The risk of venous thromboembolism (VTE) is increased in pregnant patients, especially during the third trimester and first week postpartum. LMWH is recommended over unfractionated heparin for the treatment of acute VTE in pregnant patients. LMWH is also recommended over unfractionated heparin for VTE prophylaxis in pregnant patients with certain risk factors (eg, homozygous factor V Leiden, antiphospholipid antibody syndrome with ≥3 previous pregnancy losses) (ACCP [Bates 2012]; ACOG 2018; ASH [Bates 2018]; ESC [Regitz-Zagrosek 2018]). LMWH may also be considered for VTE prophylaxis in pregnant patients with COVID-19 (NIH 2023). Consult current recommendations for appropriate use in pregnancy.
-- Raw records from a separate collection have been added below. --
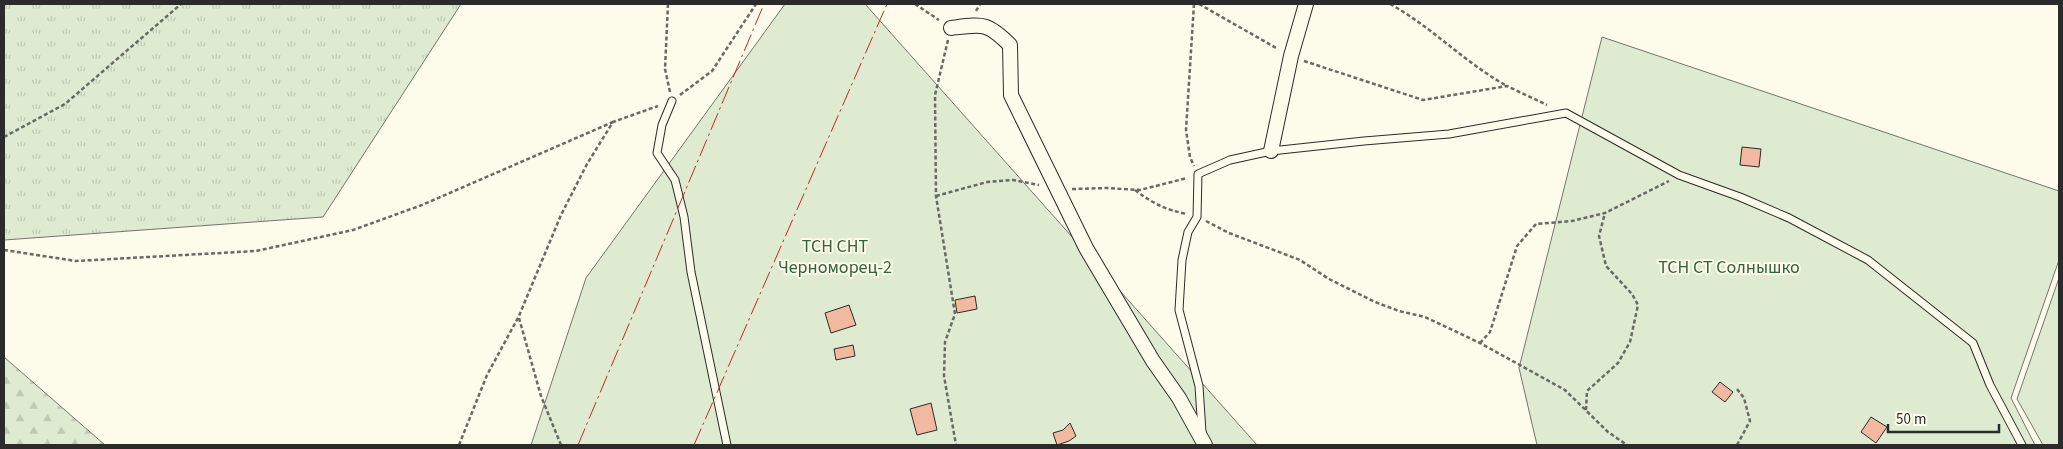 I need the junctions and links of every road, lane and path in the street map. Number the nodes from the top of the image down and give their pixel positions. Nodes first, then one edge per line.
1 (181, 4) edge
2 (668, 4) edge
3 (756, 4) edge
4 (915, 4) edge
5 (1194, 4) edge
6 (1199, 4) edge
7 (1306, 4) edge
8 (1390, 4) edge
9 (951, 28) junction
10 (1291, 56) junction
11 (1507, 86) junction
12 (672, 101) junction
13 (1566, 113) junction
14 (613, 122) junction
15 (4, 137) edge
16 (1271, 151) junction
17 (1198, 174) junction
18 (1679, 176) junction
19 (1057, 188) junction
20 (1136, 190) junction
21 (936, 196) junction
22 (1605, 213) junction
23 (1197, 216) junction
24 (4, 250) edge
25 (519, 316) junction
26 (1480, 343) junction
27 (1737, 389) dead end
28 (1586, 410) junction
29 (1203, 443) edge
30 (459, 445) edge
31 (561, 445) edge
32 (727, 445) edge
33 (956, 445) edge
34 (1627, 445) edge
35 (1737, 445) edge
36 (2022, 445) edge

1 - 15 path
2 - 12 path
3 - 12 path
4 - 9 path
5 - 17 path
6 - 10 path
7 - 10 street
8 - 11 path
9 - 19 street
9 - 21 path
10 - 11 path
10 - 16 street
11 - 13 path
12 - 14 path
12 - 32 lane
13 - 16 lane
13 - 18 lane
14 - 24 path
14 - 25 path
16 - 17 lane
17 - 20 path
17 - 23 lane
18 - 22 path
18 - 36 lane
19 - 20 path
19 - 21 path
19 - 29 street
20 - 23 path
21 - 33 path
22 - 26 path
22 - 28 path
23 - 26 path
23 - 29 lane
25 - 30 path
25 - 31 path
26 - 28 path
27 - 35 path
28 - 34 path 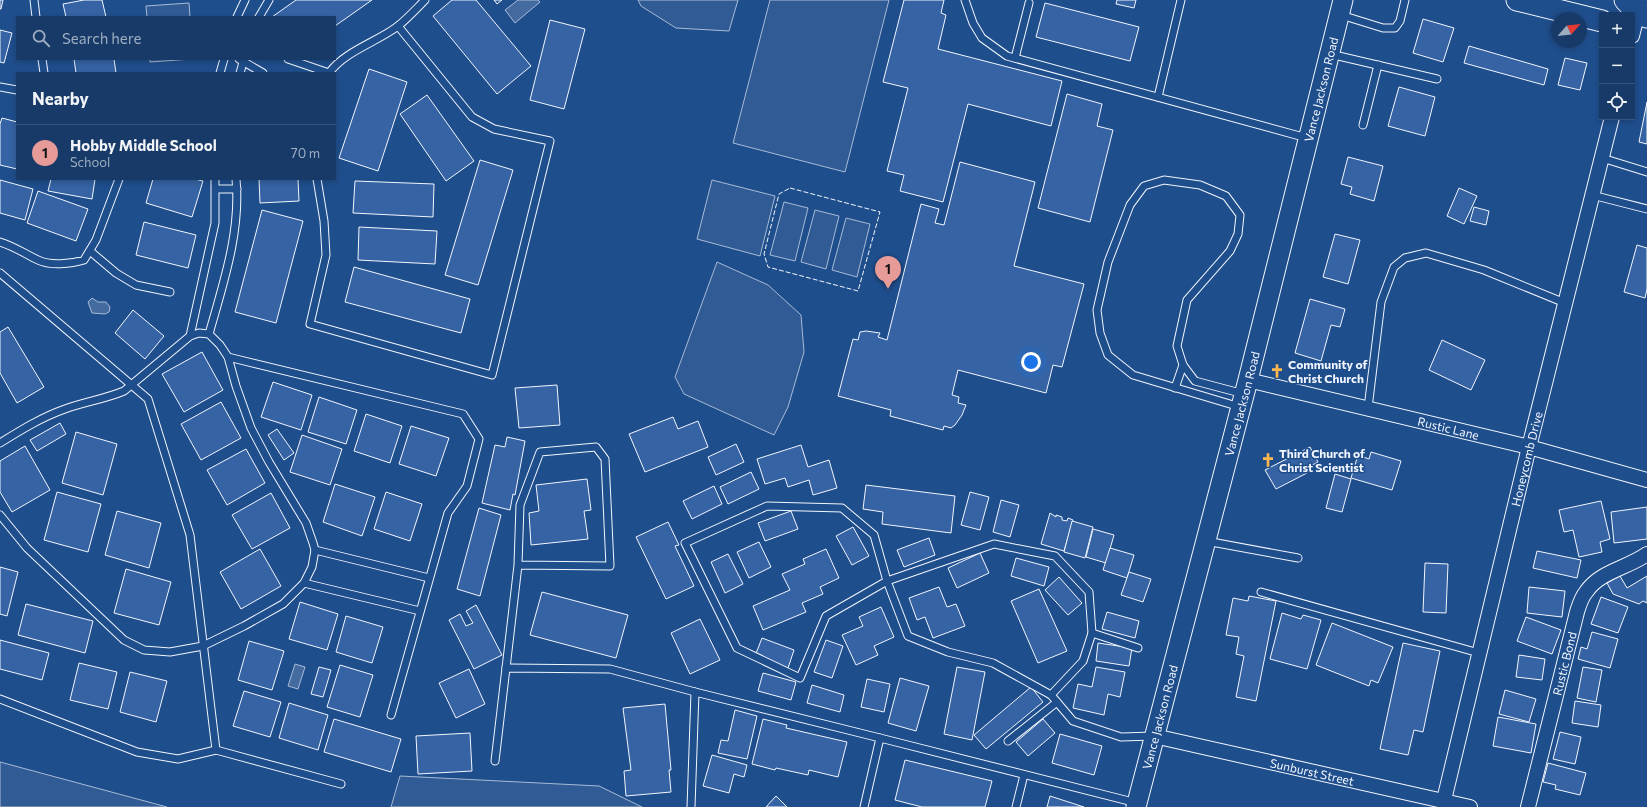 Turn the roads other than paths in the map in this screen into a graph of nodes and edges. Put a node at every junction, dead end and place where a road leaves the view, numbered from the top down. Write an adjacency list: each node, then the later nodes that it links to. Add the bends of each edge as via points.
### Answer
1 (34, 0): 11 (lane)
2 (244, 0): 12 (lane)
3 (269, 0): 13 (lane)
4 (425, 0): 15 (lane)
5 (965, 0): 17 (lane, via 973,23 982,38 1007,56)
6 (1181, 0): 32 (lane)
7 (1405, 0): 10 (lane, via 1400,21 1395,28 1383,28)
8 (1517, 0): 14 (main road)
9 (1029, 3): 17 (lane)
10 (1342, 7): 16 (main road, Vance Jackson Road)
11 (36, 16)
12 (237, 16)
13 (260, 16)
14 (1599, 20)
15 (398, 26): 28 (lane, via 345,58); 41 (lane, via 472,117 494,129 550,141 492,375 310,324 326,255)
16 (1330, 54): 22 (lane); 35 (main road, Vance Jackson Road)
17 (1015, 58): 32 (lane)
18 (42, 60): 23 (lane)
19 (224, 60): 24 (lane)
20 (242, 60): 25 (lane); 26 (lane)
21 (291, 60): 27 (lane)
22 (1378, 65): 29 (lane); 34 (lane)
23 (44, 72)
24 (220, 72)
25 (240, 72)
26 (261, 72)
27 (326, 72)
28 (330, 72)
29 (1437, 79)
30 (0, 87): 31 (lane)
31 (16, 90)
32 (1158, 97): 35 (lane)
33 (1611, 120): 36 (street, Honeycomb Drive)
34 (1363, 124)
35 (1308, 138): 57 (main road, Vance Jackson Road)
36 (1602, 158): 37 (lane); 44 (street, Honeycomb Drive)
37 (1647, 172)
38 (119, 180): 47 (lane)
39 (215, 180): 42 (lane)
40 (236, 180): 43 (lane)
41 (318, 180)
42 (216, 189): 43 (lane); 52 (lane, via 215,223)
43 (236, 189): 51 (lane, via 230,258)
44 (1592, 195): 45 (lane); 50 (street, Honeycomb Drive)
45 (1647, 208)
46 (0, 242): 47 (lane, via 9,244 40,261 70,264 84,260)
47 (90, 251): 49 (lane, via 116,273 136,285)
48 (0, 273): 55 (lane)
49 (170, 292)
50 (1565, 303): 58 (lane, via 1484,270 1426,253 1405,258 1394,267 1381,302); 60 (street, Honeycomb Drive)
51 (209, 334): 52 (lane, via 199,333); 53 (lane)
52 (190, 336): 55 (lane)
53 (228, 357): 64 (lane, via 251,428 306,523); 68 (lane, via 463,414 479,439 467,486 448,513)
54 (1183, 365): 56 (lane); 56 (lane, via 1177,346 1187,300 1230,251 1238,234 1240,215 1226,196 1200,185 1164,180 1144,186 1130,205 1108,262 1097,310 1100,333 1108,355 1133,375); 57 (lane, via 1196,381)
55 (131, 385): 59 (lane, via 111,397 67,408 45,417); 74 (lane, via 148,399 190,535)
56 (1175, 388): 57 (lane)
57 (1245, 394): 58 (street, Rustic Lane); 63 (main road, Vance Jackson Road)
58 (1368, 408): 60 (street, Rustic Lane)
59 (0, 443)
60 (1529, 447): 61 (street, Rustic Lane); 76 (street, Honeycomb Drive)
61 (1647, 480)
62 (1, 519): 74 (lane, via 27,548 124,640 144,650 170,652)
63 (1205, 541): 66 (lane); 83 (main road, Vance Jackson Road)
64 (315, 550): 68 (lane); 70 (lane, via 312,567)
65 (1647, 554): 96 (street, Rustic Bond, via 1612,571 1593,584 1585,593 1576,612)
66 (1298, 558)
67 (518, 565): 67 (lane, via 610,566 606,459 596,447 540,452 520,505); 77 (lane)
68 (430, 578): 72 (lane)
69 (887, 581): 69 (lane, via 874,535 842,508 767,506 685,544 737,648 800,678 826,616); 73 (lane, via 994,544 1055,556 1089,592); 79 (lane, via 908,636 948,652 993,663)
70 (304, 583): 72 (lane); 74 (lane, via 283,604)
71 (1261, 592): 76 (lane)
72 (420, 611): 82 (lane)
73 (1092, 633): 75 (lane); 79 (lane, via 1083,661)
74 (203, 646): 86 (lane)
75 (1138, 648)
76 (1479, 653): 90 (street, Honeycomb Drive)
77 (506, 668): 78 (lane, via 610,669); 87 (lane)
78 (695, 692): 84 (lane); 92 (lane)
79 (1051, 695): 81 (lane)
80 (0, 699): 86 (lane, via 137,752 178,759)
81 (1057, 702): 83 (lane, via 1074,721 1121,737); 85 (lane)
82 (391, 715)
83 (1154, 736): 90 (street, Sunburst Street); 91 (main road, Vance Jackson Road)
84 (880, 738): 88 (lane); 93 (lane)
85 (1008, 741)
86 (216, 750): 89 (lane)
87 (495, 761)
88 (1024, 775): 91 (lane); 94 (lane)
89 (341, 784)
90 (1444, 800): 95 (street, Sunburst Street)
91 (1137, 805)
92 (691, 807)
93 (864, 807)
94 (1016, 807)
95 (1470, 807)
96 (1528, 807)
LMWH may be used prior to cesarean delivery in patients with additional risk factors for developing VTE. Risk factors may include a personal history of deep vein thrombosis or pulmonary embolism, inherited thrombophilia, or patients with class III obesity (SMFM [Pacheco 2020]).
It is not known if nadroparin is present in breast milk.
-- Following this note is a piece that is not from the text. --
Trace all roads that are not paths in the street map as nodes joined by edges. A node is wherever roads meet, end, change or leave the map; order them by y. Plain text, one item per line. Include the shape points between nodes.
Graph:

Small amounts of another low-molecular-weight heparin (LMWH) have been detected in breast milk; however, because they have a low oral bioavailability, LMWHs are unlikely to cause adverse events in a breastfeeding infant. Breastfeeding is not recommended by the manufacturer; however, LMWH is considered compatible with breastfeeding (ACCP [Bates 2012]; ACOG 2018; ASH [Bates 2018]).
Platelet counts (at baseline and then twice weekly during therapy), bleeding complications including stool occult blood tests, hemoglobin, antifactor Xa levels (recommended to obtain levels 4 hours postdose); renal and hepatic function; potassium in patients at risk for hyperkalemia; signs/symptoms of neurological impairment.
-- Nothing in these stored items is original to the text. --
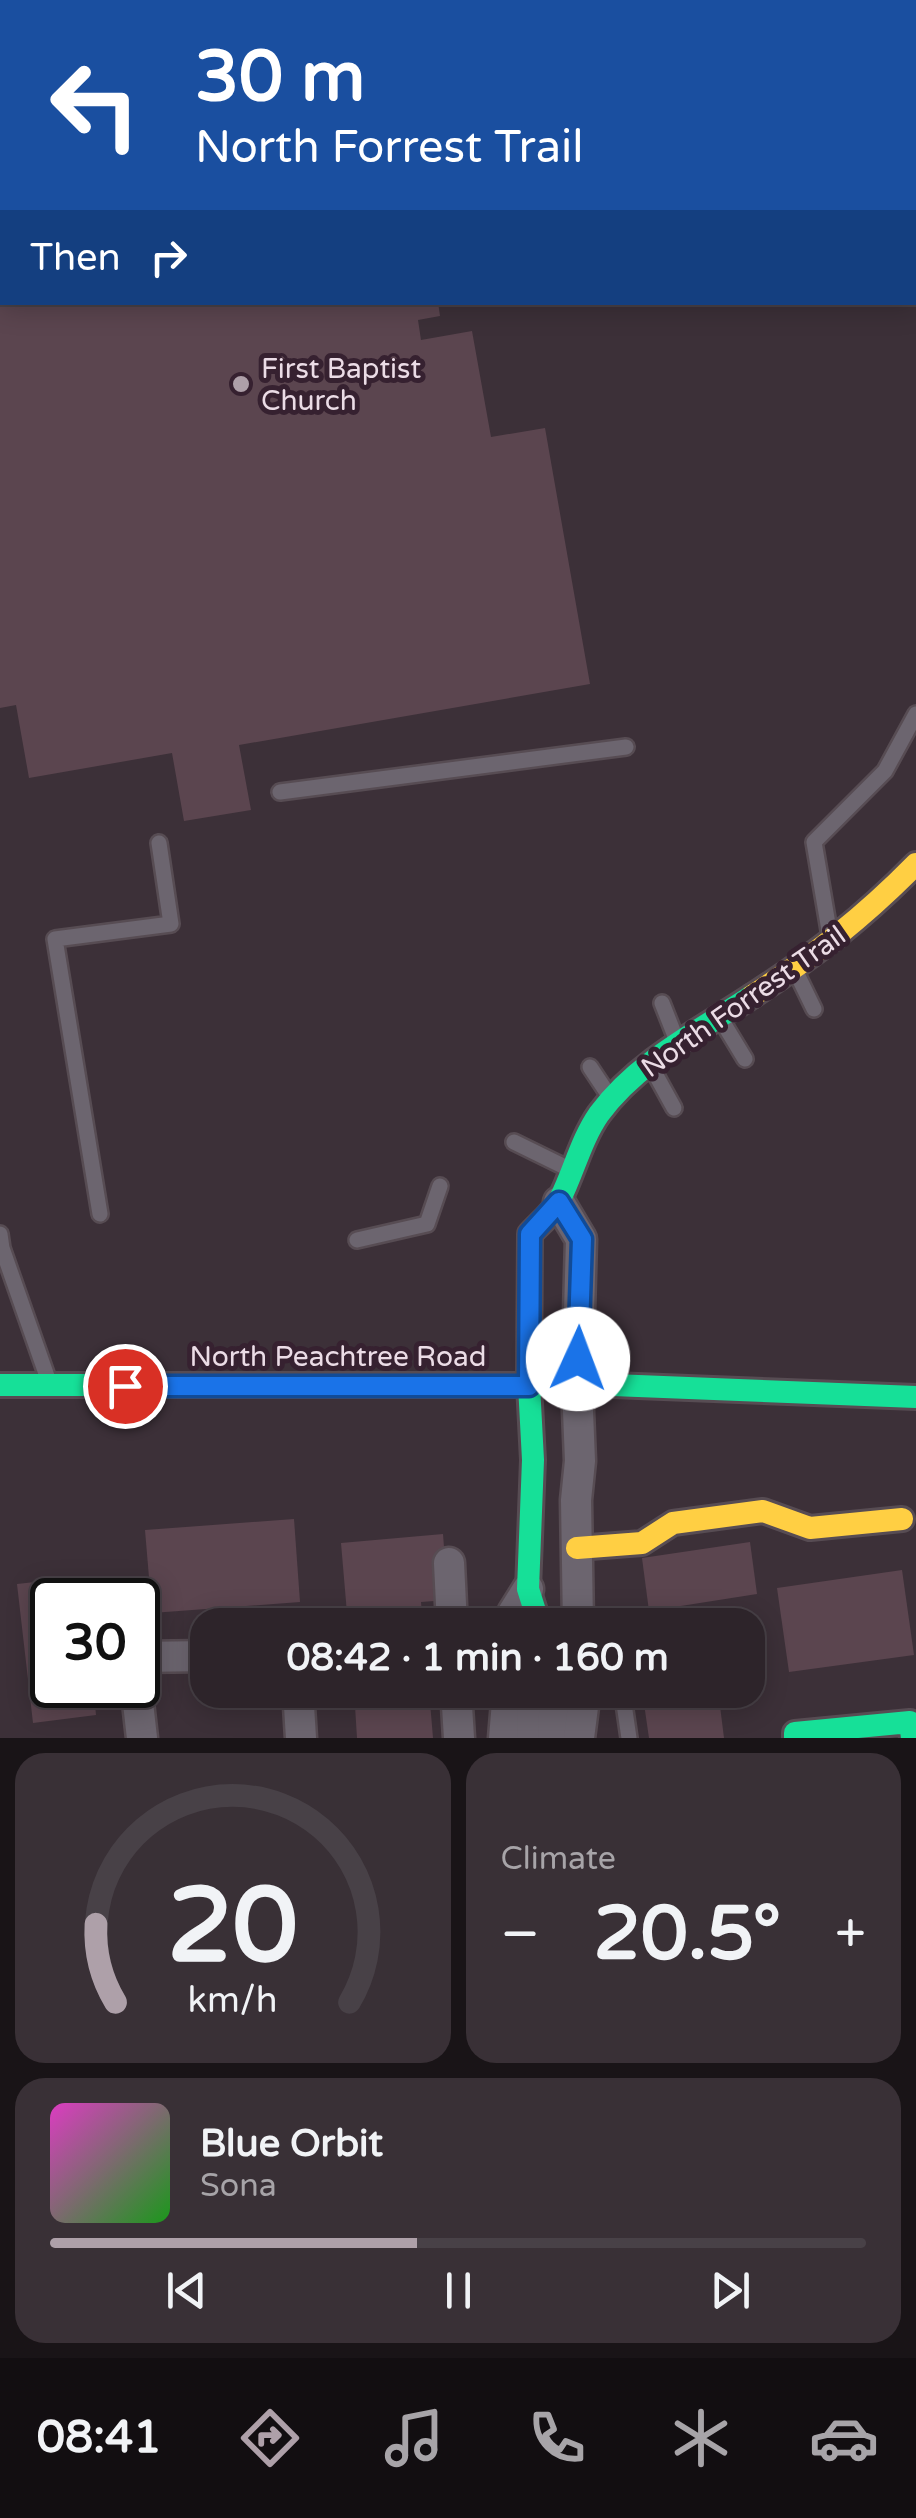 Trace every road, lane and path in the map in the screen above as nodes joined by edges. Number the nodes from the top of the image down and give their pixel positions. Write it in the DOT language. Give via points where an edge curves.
graph roads {
  1 [pos="916,714"];
  2 [pos="626,747"];
  3 [pos="280,792"];
  4 [pos="159,843"];
  5 [pos="916,864"];
  6 [pos="832,941"];
  7 [pos="795,968"];
  8 [pos="662,1004"];
  9 [pos="814,1009"];
  10 [pos="720,1018"];
  11 [pos="678,1045"];
  12 [pos="745,1059"];
  13 [pos="650,1064"];
  14 [pos="590,1066"];
  15 [pos="612,1100"];
  16 [pos="674,1108"];
  17 [pos="514,1142"];
  18 [pos="570,1170"];
  19 [pos="440,1186"];
  20 [pos="559,1202"];
  21 [pos="100,1214"];
  22 [pos="356,1240"];
  23 [pos="1,1243"];
  24 [pos="0,1385"];
  25 [pos="50,1385"];
  26 [pos="529,1386"];
  27 [pos="577,1386"];
  28 [pos="916,1396"];
  29 [pos="902,1519"];
  30 [pos="577,1548"];
  31 [pos="449,1563"];
  32 [pos="528,1588"];
  33 [pos="451,1608"];
  34 [pos="516,1608"];
  35 [pos="534,1608"];
  36 [pos="578,1608"];
  37 [pos="190,1656"];
  38 [pos="160,1657"];
  39 [pos="139,1708"];
  40 [pos="299,1708"];
  41 [pos="457,1708"];
  42 [pos="506,1708"];
  43 [pos="533,1708"];
  44 [pos="554,1708"];
  45 [pos="583,1708"];
  46 [pos="625,1708"];
  47 [pos="142,1738"];
  48 [pos="301,1738"];
  49 [pos="459,1738"];
  50 [pos="504,1738"];
  51 [pos="532,1738"];
  52 [pos="552,1738"];
  53 [pos="578,1738"];
  54 [pos="629,1738"];
  55 [pos="795,1738"];
  56 [pos="912,1738"];
  1 -- 6 [label="lane" via="885,771 814,842"];
  2 -- 3 [label="lane"];
  4 -- 21 [label="lane" via="170,924 55,939"];
  5 -- 6 [label="street, North Forrest Trail" via="903,889"];
  6 -- 7 [label="street, North Forrest Trail"];
  7 -- 9 [label="lane"];
  7 -- 10 [label="street, North Forrest Trail"];
  8 -- 11 [label="lane"];
  10 -- 11 [label="street, North Forrest Trail"];
  10 -- 12 [label="lane"];
  11 -- 13 [label="street, North Forrest Trail"];
  13 -- 15 [label="street, North Forrest Trail"];
  13 -- 16 [label="lane"];
  14 -- 15 [label="lane"];
  15 -- 18 [label="street, North Forrest Trail"];
  17 -- 18 [label="lane"];
  18 -- 20 [label="street, North Forrest Trail"];
  19 -- 22 [label="lane" via="427,1224"];
  20 -- 26 [label="street, North Forrest Trail" via="530,1234"];
  20 -- 27 [label="street" via="582,1239"];
  23 -- 25 [label="lane"];
  24 -- 25 [label="street, North Peachtree Road"];
  25 -- 26 [label="street, North Peachtree Road"];
  26 -- 27 [label="street, North Peachtree Road"];
  26 -- 32 [label="street, North Forrest Trail"];
  27 -- 28 [label="street, North Peachtree Road"];
  27 -- 30 [label="street"];
  29 -- 30 [label="street" via="810,1528 762,1511 673,1522 642,1543"];
  30 -- 36 [label="street"];
  31 -- 33 [label="street"];
  32 -- 34 [label="street"];
  32 -- 35 [label="street, North Forrest Trail"];
  37 -- 38 [label="street"];
  39 -- 47 [label="street"];
  40 -- 48 [label="street"];
  41 -- 49 [label="street"];
  42 -- 50 [label="street"];
  43 -- 51 [label="street"];
  44 -- 52 [label="street"];
  45 -- 53 [label="street"];
  46 -- 54 [label="lane"];
  55 -- 56 [label="street" via="794,1733 910,1722"];
}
When used for anticoagulation during hemodialysis, carefully monitor patients for signs of bleeding or clotting in the dialysis session.
Anti-Xa level target (measured 4 hours after administration): Treatment of venous thromboembolism (Garcia 2012):
Once-daily dosing: 1.3 Anti-Xa units/mL.
Twice-daily dosing: 0.6 to 1 Anti-Xa units/mL.
Nadroparin is a low molecular weight heparin (LMWH) (average molecular weight is ~4,300 daltons, distributed as 2,000 to 8,000 daltons [75% to 85%]) that binds antithrombin III, enhancing the inhibition of several clotting factors, particularly factor Xa. Nadroparin anti-Xa activity (85 to 110 units/mg) is greater than anti-IIa activity (~27 units/mg) and it has a higher ratio of antifactor Xa to antifactor IIa activity compared to unfractionated heparin. LMWHs have a small effect on the activated partial thromboplastin time.
Note: Values reflective of anti-Xa activity.
Duration: Anti-Xa activity: ≥18 hours
Distribution: Vd: 3.59 L
Metabolism: Hepatic
Bioavailability: SubQ: ~98%
Half-life elimination: ~3.5 hours (prolonged in renal impairment)
Time to peak, serum: SubQ: 3 to 6 hours
Excretion: Urine (primarily)
Altered kidney function: Clearance is decreased. In patients with moderate impairment (CrCl 36 to 43 mL/minute), mean AUC and half-life increased 52% and 39% respectively; in severe impairment (CrCl 10 to 20 mL/minute), mean AUC and half-life increased 95% and 112% respectively. Patients with CrCl <10 mL/minute receiving hemodialysis had mean increases in AUC and half-life of 62% and 65% respectively.
Older adult: Mean anti-Xa peak and total exposure increased 22% and 45% respectively when compared to younger subjects.